And that’s not only wrong, we know it’s wrong because almost every American wants, certainly those in public life want the same outcomes. They want a healthy country, they want a vibrant country. They want peace and prosperity, and they want all these things. They have different ways of going about it. If you start with the assumption — not only are those people wrong, they’re evil, they’re trying to destroy the country — well, how are you going to come to an agreement on a spending package with a person you say is trying to destroy the nation on purpose?

So one of the things that I think is important for me to do is not be cynical about what other people are doing and engage with them where they are. And that means listening. I think that’s important. But I also treasure and get excited about the fact that, in the analysis portion of this show, when we bring the panel in, we’re doing all journalists, right? We’re not going to do a xylophone of different canned talking points of people trying to advance a position or a party. I think about it this way, when I’m interviewing a politician, that politician wants something. They want to use the platform to reach an audience and get their message out. My job is to interact with them and their message in a way that is skeptical but not cynical, and ask challenging questions, but in a good faith manner. Not to try to own them, but to try to shed light, not heat.

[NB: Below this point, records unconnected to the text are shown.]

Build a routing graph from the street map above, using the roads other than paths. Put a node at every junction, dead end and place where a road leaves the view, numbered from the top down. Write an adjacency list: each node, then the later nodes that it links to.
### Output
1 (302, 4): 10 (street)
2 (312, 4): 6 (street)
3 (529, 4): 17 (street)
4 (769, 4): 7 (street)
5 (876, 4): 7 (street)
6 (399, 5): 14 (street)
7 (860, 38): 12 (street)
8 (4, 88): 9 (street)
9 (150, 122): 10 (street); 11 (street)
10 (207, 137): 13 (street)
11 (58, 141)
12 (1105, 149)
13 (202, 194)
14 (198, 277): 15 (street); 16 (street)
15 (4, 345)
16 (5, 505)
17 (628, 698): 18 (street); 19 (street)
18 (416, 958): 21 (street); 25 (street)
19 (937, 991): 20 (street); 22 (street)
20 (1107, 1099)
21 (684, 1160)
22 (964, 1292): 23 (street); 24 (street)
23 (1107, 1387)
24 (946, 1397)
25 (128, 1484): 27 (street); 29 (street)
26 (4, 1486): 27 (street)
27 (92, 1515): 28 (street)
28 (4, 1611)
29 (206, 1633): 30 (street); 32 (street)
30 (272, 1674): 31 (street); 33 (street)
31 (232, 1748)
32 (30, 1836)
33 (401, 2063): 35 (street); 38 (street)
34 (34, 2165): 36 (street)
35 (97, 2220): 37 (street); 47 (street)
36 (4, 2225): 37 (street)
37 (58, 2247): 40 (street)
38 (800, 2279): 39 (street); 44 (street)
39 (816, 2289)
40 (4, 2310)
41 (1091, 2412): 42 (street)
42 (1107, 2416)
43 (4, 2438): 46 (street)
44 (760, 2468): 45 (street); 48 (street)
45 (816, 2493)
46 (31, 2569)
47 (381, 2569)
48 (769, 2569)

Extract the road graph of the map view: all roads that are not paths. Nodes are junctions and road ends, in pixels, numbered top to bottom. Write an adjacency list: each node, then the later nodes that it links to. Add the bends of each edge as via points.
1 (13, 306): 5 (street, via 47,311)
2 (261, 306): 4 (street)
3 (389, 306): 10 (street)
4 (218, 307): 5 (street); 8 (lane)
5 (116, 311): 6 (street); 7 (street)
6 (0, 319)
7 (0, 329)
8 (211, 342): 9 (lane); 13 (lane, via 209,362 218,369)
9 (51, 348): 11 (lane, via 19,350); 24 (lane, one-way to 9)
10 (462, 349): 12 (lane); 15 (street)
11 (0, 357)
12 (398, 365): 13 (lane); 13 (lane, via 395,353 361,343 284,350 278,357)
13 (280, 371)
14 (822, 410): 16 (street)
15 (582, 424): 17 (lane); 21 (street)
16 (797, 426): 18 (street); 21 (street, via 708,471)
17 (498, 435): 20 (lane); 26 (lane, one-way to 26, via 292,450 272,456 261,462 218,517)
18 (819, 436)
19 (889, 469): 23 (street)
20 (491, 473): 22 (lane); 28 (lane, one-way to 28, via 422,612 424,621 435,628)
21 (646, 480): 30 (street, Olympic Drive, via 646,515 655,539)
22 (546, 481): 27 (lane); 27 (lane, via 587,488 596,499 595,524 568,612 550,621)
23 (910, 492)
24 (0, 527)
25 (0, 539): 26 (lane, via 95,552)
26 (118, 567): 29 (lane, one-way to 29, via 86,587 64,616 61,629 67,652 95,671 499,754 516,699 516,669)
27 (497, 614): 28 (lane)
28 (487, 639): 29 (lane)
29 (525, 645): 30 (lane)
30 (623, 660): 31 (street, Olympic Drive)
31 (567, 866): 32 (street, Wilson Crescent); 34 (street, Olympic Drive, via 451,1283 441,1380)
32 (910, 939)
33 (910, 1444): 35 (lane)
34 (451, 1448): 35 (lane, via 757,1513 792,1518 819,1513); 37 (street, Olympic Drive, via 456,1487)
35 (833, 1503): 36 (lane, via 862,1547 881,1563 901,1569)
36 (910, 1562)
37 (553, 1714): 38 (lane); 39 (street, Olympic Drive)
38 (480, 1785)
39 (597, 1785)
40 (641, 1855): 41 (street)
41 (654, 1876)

Oh, so we’re not going to see headlines that say “Chris Stirewalt DESTROYS Congressman…”? None of these people have ever been destroyed in the history of all of those headlines. They remain breathing!

And, Sarah, in fact, it’s worse than that because not only are the allegedly destroyed not destroyed, they benefit. Both sides in fake tough questioning. Yeah, because you bring a person on your show and you say, “Won’t you admit that you are a big liar and a terrible doodyhead?” And the person says, “How dare you do that? How dare you say that to me? In fact, you are the liar and the terrible doodyhead.” And what have we learned? We have not learned anything. And the person is not destroyed. In fact, that person has gotten the same thing out of it, that the bad faith questioner got, which is they get to go back to their audience, to their siloed audience, and say, “I fought the bad people. I went and fought the bad people.”

So, that’s to be assiduously avoided. Now, the best part for me is that we’re not going to hear from partizan flacks who are basically coming on to and we see a lot on TV, which is here’s a person who is a Republican operative, a Democratic operative, a spokesperson for a party — those people are not in a good position to provide analysis, right? Because they are reverse engineering their responses.

One of the things that I like to say when people ask me, well, somebody on the red team says that somebody on the blue team is wrong, or somebody says, well, somebody on the blue team says they’re not wrong, in fact, they’re quite right. I say, well, what did you expect him to say? That’s what they’re supposed to say. That’s what they get paid for. That’s what their job is, is to defend the indefensible. And to say why down is up and up is down. And why winning is losing and to come up with a spin.

I don’t begrudge that to them because that is their job. That’s what they do. And I know people who are really good at it, and I also know people who are good at it without being actual liars, right? That they can thread the space in between to spin and make convincing arguments. And I frankly, just as a matter of professional appreciation, I love to see it done well, right? When you watch a really good spinmeister, it’s amazing to see how well they can turn arguments around and do all that stuff. As a piece of performance art, it’s great. For helping people be better citizens, for helping people, better serve the nation that we love, it’s the pits, right? Yeah, because as James Jesus Angleton said, it becomes a “wilderness of mirrors,” right? You are like, okay, am I what am I looking at? Am I looking at the truth, or am I looking at a reflection of the truth reflected in a reflection? And that just doesn’t help.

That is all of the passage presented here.